---------- DATA RECORDS ----------
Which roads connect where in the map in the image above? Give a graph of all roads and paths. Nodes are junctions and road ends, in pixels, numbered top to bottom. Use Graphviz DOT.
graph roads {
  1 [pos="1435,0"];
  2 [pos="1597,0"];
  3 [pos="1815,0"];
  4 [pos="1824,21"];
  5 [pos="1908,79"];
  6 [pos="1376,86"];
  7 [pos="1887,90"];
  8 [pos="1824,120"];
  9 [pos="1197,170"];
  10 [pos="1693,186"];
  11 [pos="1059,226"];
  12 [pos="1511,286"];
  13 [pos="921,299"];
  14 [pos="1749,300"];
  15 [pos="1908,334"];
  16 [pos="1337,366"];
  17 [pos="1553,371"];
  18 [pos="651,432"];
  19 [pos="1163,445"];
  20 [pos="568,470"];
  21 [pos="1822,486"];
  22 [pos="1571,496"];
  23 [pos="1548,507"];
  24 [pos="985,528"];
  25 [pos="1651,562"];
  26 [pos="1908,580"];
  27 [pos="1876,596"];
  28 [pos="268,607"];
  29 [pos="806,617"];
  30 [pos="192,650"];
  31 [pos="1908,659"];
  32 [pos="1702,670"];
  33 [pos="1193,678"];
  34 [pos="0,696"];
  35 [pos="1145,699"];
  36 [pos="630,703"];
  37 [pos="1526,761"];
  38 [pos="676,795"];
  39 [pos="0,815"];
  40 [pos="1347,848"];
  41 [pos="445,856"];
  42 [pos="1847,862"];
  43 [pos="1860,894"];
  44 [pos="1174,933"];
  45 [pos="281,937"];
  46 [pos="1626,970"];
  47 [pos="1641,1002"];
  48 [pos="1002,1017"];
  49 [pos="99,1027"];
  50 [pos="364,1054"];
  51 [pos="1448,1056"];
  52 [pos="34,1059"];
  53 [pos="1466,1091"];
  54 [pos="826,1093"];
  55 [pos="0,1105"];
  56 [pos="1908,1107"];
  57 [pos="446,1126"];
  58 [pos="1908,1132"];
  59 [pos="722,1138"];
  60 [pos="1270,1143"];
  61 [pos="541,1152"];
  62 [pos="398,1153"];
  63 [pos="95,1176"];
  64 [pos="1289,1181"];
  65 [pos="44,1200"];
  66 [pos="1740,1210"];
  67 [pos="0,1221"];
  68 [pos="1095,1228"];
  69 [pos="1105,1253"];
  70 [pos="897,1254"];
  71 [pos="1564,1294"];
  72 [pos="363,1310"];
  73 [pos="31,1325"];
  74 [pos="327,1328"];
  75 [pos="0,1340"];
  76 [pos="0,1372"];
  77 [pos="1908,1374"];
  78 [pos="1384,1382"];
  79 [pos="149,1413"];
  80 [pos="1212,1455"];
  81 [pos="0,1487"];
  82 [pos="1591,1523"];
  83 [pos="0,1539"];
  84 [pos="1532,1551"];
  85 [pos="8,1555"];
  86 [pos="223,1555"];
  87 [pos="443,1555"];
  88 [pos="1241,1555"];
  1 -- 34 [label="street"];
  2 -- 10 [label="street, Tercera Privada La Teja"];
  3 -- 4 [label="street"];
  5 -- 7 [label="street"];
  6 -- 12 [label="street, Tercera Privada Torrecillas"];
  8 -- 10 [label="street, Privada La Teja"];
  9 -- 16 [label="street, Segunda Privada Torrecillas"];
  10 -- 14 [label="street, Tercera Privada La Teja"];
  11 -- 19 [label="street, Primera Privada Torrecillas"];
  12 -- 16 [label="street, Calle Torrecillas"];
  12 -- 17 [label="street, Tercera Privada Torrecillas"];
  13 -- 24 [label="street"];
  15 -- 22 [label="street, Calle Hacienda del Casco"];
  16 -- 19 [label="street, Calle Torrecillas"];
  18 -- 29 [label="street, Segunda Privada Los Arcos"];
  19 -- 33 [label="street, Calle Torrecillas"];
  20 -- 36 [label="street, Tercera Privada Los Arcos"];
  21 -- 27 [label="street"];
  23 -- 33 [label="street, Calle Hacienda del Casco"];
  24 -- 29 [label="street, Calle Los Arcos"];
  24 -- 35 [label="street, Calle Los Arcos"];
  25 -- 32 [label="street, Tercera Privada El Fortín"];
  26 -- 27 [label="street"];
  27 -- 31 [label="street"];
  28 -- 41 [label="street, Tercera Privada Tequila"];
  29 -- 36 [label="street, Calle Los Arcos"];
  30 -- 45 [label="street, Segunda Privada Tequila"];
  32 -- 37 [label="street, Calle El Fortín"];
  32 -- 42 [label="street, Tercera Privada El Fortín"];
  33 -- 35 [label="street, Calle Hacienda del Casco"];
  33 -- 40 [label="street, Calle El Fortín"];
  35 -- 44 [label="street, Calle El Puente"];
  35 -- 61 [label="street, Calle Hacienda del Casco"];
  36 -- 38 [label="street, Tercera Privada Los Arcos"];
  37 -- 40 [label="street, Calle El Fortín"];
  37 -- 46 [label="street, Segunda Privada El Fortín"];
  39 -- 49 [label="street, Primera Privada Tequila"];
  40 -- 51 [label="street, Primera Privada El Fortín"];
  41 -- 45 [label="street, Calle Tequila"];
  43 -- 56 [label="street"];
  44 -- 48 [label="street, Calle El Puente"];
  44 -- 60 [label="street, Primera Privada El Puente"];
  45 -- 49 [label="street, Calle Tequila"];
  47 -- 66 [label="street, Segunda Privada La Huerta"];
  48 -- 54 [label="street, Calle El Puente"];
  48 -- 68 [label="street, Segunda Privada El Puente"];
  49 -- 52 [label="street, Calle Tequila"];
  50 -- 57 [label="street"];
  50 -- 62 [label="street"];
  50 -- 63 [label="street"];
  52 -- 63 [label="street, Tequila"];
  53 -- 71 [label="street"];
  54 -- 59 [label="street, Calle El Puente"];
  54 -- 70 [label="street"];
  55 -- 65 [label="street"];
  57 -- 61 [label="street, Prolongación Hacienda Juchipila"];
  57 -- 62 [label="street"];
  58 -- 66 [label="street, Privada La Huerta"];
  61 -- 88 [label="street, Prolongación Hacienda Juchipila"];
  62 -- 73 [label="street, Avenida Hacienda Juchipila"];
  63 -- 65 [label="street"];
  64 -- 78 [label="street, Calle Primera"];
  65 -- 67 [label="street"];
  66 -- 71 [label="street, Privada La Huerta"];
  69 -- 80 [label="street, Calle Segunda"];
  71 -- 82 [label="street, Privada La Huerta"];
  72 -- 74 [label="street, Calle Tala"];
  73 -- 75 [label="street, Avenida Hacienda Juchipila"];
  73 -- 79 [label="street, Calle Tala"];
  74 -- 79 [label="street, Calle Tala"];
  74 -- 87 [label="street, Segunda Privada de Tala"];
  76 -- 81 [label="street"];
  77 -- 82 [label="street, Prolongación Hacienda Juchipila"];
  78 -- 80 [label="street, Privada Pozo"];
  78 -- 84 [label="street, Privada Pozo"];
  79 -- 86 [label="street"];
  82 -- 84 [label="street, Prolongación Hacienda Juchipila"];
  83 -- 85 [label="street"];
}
----------
* EXERCISE: Find the lines above holding the word "Juchipila" and show them.

* WRITTEN SOLUTION:
  57 -- 61 [label="street, Prolongación Hacienda Juchipila"];
  61 -- 88 [label="street, Prolongación Hacienda Juchipila"];
  62 -- 73 [label="street, Avenida Hacienda Juchipila"];
  73 -- 75 [label="street, Avenida Hacienda Juchipila"];
  77 -- 82 [label="street, Prolongación Hacienda Juchipila"];
  82 -- 84 [label="street, Prolongación Hacienda Juchipila"];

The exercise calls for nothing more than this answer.